Hi Ram,
I suppose you only want to extract the text(header, footer, comments , end
note, etc) and don't care page break.
Please see the sample code.
TextDocument
textdoc=(TextDocument)TextDocument.loadDocument("textExtractor.odt");
EditableTextExtractor extractorD =
EditableTextExtractor.newOdfEditableTextExtractor(textdoc);
String output = extractorD.getText();
System.out.println(output);
This code fragment will return all of the context except header and
footer.For content in footer and header, please reference.

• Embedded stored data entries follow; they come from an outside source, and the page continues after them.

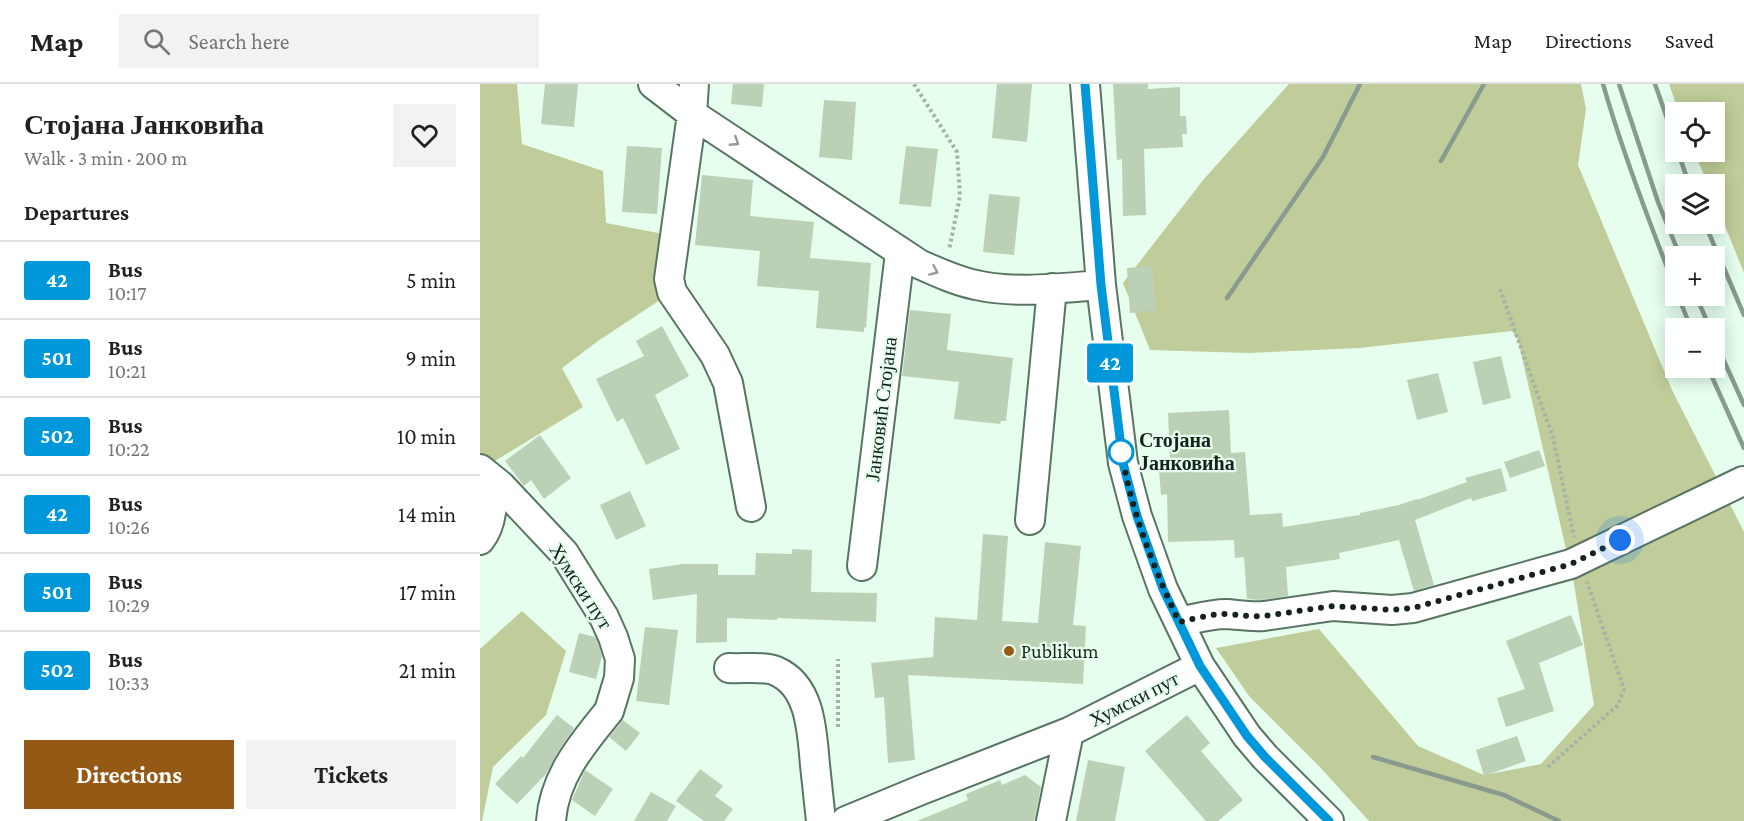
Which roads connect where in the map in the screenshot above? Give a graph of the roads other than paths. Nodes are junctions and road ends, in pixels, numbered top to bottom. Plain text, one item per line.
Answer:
1 (653, 84) edge
2 (694, 84) edge
3 (1085, 84) edge
4 (692, 114) junction
5 (900, 253) junction
6 (1101, 285) junction
7 (1052, 288) junction
8 (486, 474) edge
9 (1743, 481) edge
10 (751, 507) dead end
11 (1030, 520) dead end
12 (480, 540) edge
13 (862, 566) dead end
14 (1179, 622) junction
15 (1200, 666) junction
16 (729, 668) dead end
17 (1069, 732) junction
18 (551, 821) edge
19 (821, 821) edge
20 (846, 821) edge
21 (1051, 821) edge
22 (1329, 821) edge

1 - 4 street
2 - 4 street
3 - 6 street
4 -> 5 street
4 - 10 street
5 -> 7 street
5 - 13 street, Јанковић Стојана
6 - 7 street
6 - 14 street
7 - 11 street
8 - 12 street
8 - 18 street, Хумски пут
9 - 14 street
14 - 15 street
15 - 17 street, Хумски пут
15 - 22 street
16 - 19 street
17 - 20 street, Хумски пут
17 - 21 street, Хумски пут

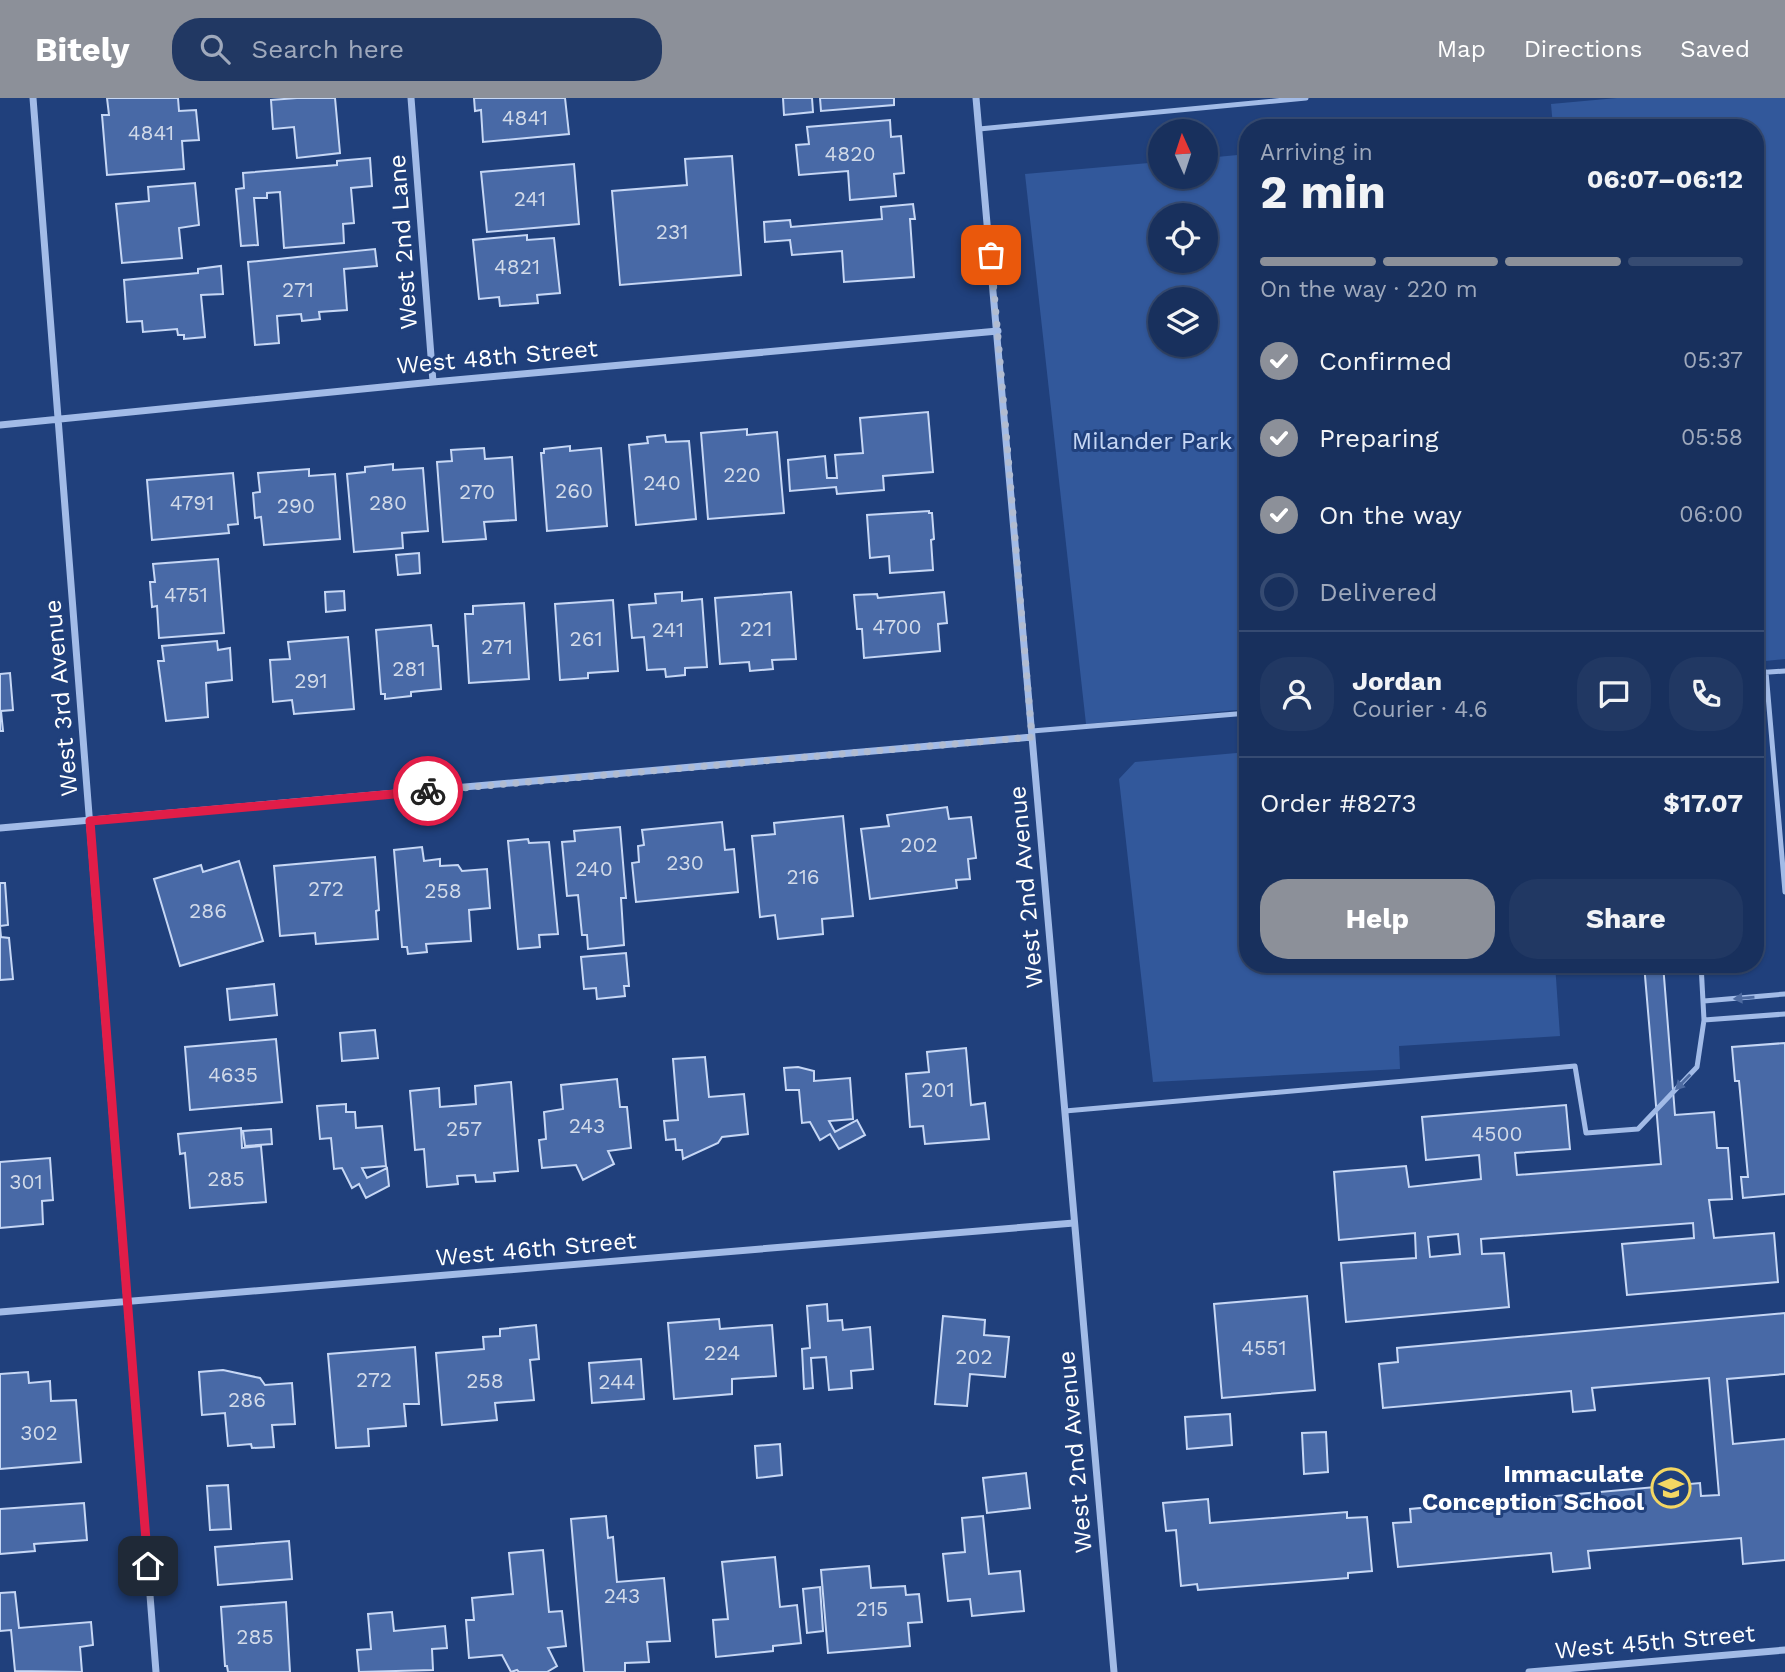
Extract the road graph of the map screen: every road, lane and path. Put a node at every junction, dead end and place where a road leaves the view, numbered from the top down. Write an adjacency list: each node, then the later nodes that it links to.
1 (33, 98): 8 (street, West 3rd Avenue)
2 (411, 98): 7 (street, West 2nd Lane)
3 (976, 98): 5 (street, West 2nd Avenue)
4 (1306, 98): 5 (lane)
5 (979, 129): 6 (street, West 2nd Avenue)
6 (998, 331): 7 (street, West 48th Street); 13 (street, West 2nd Avenue)
7 (433, 382): 8 (street, West 48th Street)
8 (57, 420): 9 (street, West 48th Street); 14 (street, West 3rd Avenue)
9 (0, 425)
10 (1785, 671): 11 (lane)
11 (1766, 672): 16 (lane)
12 (1239, 714): 13 (lane)
13 (1032, 734): 14 (street); 22 (street, West 2nd Avenue)
14 (90, 821): 15 (street); 24 (street, West 3rd Avenue)
15 (0, 828)
16 (1785, 892)
17 (1702, 973): 19 (lane)
18 (1785, 995): 19 (lane, one-way to 19)
19 (1704, 1001): 21 (lane)
20 (1785, 1014): 21 (lane)
21 (1704, 1020): 22 (lane, one-way to 22)
22 (1065, 1111): 23 (street, West 2nd Avenue)
23 (1074, 1223): 24 (street, West 46th Street); 28 (street, West 2nd Avenue)
24 (128, 1302): 25 (street, West 46th Street); 27 (street, West 3rd Avenue)
25 (0, 1312)
26 (1785, 1650): 29 (street, West 45th Street)
27 (156, 1672)
28 (1114, 1672)
29 (1529, 1672)

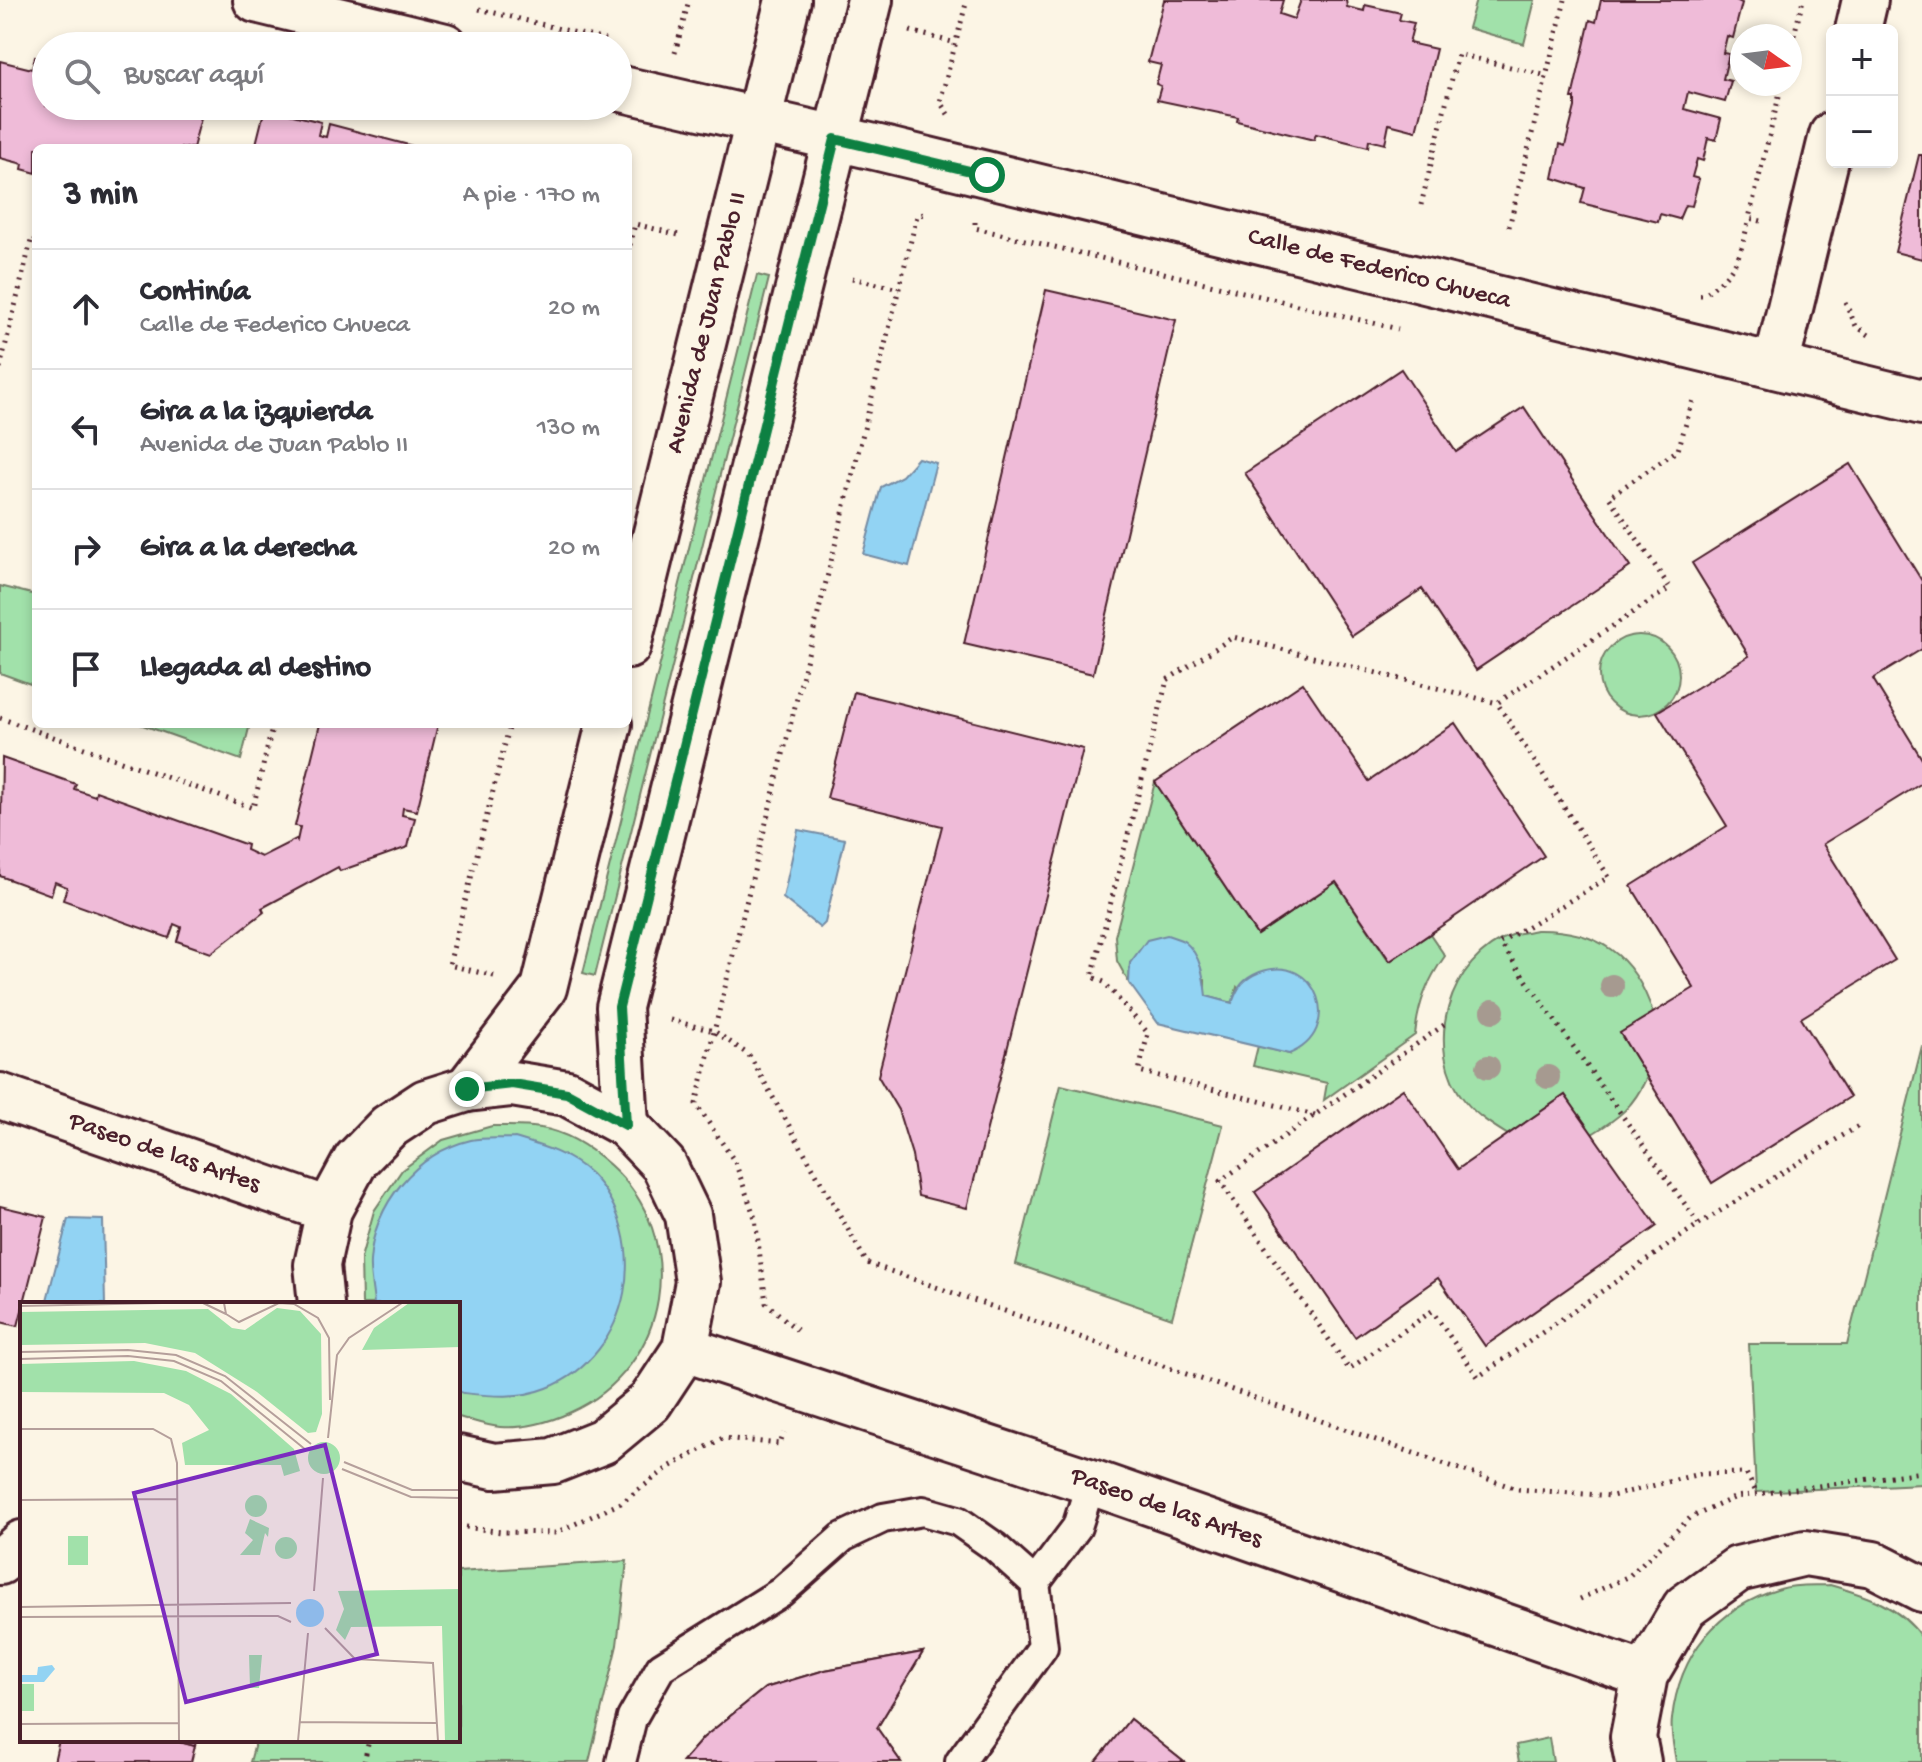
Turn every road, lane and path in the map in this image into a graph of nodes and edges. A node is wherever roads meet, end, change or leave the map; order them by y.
1 (256, 0) edge
2 (689, 0) edge
3 (788, 0) edge
4 (870, 0) edge
5 (967, 0) edge
6 (1565, 0) edge
7 (1803, 0) edge
8 (1865, 0) edge
9 (473, 7) dead end
10 (1797, 24) edge
11 (1859, 24) edge
12 (387, 32) edge
13 (574, 32) edge
14 (662, 53) dead end
15 (1547, 76) junction
16 (632, 91) edge
17 (950, 117) dead end
18 (757, 121) junction
19 (835, 139) junction
20 (1826, 160) edge
21 (987, 175) junction
22 (1421, 205) dead end
23 (935, 211) dead end
24 (962, 217) dead end
25 (1509, 227) dead end
26 (32, 237) edge
27 (1844, 289) dead end
28 (1880, 343) dead end
29 (1776, 366) junction
30 (0, 368) edge
31 (1693, 400) dead end
32 (1922, 402) edge
33 (632, 630) edge
34 (1497, 703) junction
35 (0, 718) edge
36 (272, 728) edge
37 (608, 728) edge
38 (1444, 1025) dead end
39 (714, 1031) junction
40 (467, 1089) junction
41 (0, 1096) edge
42 (1315, 1115) junction
43 (626, 1125) junction
44 (1860, 1125) dead end
45 (329, 1210) junction
46 (1699, 1224) junction
47 (321, 1302) edge
48 (685, 1349) junction
49 (799, 1384) junction
50 (460, 1458) edge
51 (1922, 1472) edge
52 (1091, 1482) junction
53 (1756, 1492) junction
54 (460, 1526) edge
55 (20, 1545) edge
56 (0, 1562) edge
57 (1035, 1583) junction
58 (1922, 1589) edge
59 (1572, 1603) dead end
60 (1645, 1675) junction
61 (369, 1742) edge
62 (364, 1762) edge
63 (621, 1762) edge
64 (960, 1762) edge
65 (1638, 1762) edge

1 - 12 street
2 - 14 path
3 - 18 street, Avenida de Juan Pablo II
4 - 19 street
5 - 17 path
6 - 15 path
7 - 10 path
8 - 11 street
9 - 13 path
15 - 22 path
15 - 25 path
16 - 18 street, Calle de Federico Chueca
18 - 19 street, Calle de Federico Chueca
18 - 33 street, Avenida de Juan Pablo II
19 - 21 street, Calle de Federico Chueca
19 - 43 street
20 - 29 street
21 - 24 path
21 - 29 street, Calle de Federico Chueca
23 - 39 path
26 - 30 path
27 - 28 path
29 - 32 street, Calle de Federico Chueca
31 - 34 path
34 - 42 path
34 - 46 path
35 - 36 path
37 - 40 street
38 - 42 path
39 - 49 path
39 - 53 path
40 - 43 street
40 - 45 street
41 - 45 street, Paseo de las Artes
42 - 46 path
43 - 48 street
44 - 46 path
45 - 47 street
48 - 49 street, Paseo de las Artes
48 - 50 street
49 - 52 street, Paseo de las Artes
49 - 54 path
51 - 53 path
52 - 57 lane
52 - 60 street, Paseo de las Artes
53 - 59 path
55 - 56 street
57 - 63 lane
57 - 64 lane
58 - 60 street
60 - 65 street
61 - 62 path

Header header = textdoc.getHeader();
output =TextExtractor.getText(header.getOdfElement());
System.out.println(output);
Footer footer = textdoc.getFooter();
output =TextExtractor.getText(footer.getOdfElement());
System.out.println(output);
More about TextExtractor, please reference:
http://incubator.apache.org/odftoolkit/simple/document/cookbook/TextExtractor.html#Get%20Text
There is a demo about extracting text:
http://incubator.apache.org/odftoolkit/simple/demo/demo2.html
If you never use Simple API before,please reference this guide:
http://incubator.apache.org/odftoolkit/simple/gettingstartguide.html
2011/9/24 Ram Kane <[email protected]>
> Hi,
>
> I need to extract all text (header, footer, comments, endnote, etc) from an
> ODT document. I need to do it on a page by page basis. I'm aware that ODTs
> are basically structured by paragraphs and headings, but i'd like to know
> if
> there's a way to achieve what i need.
>
> Thanks a lot.
>
--
-Devin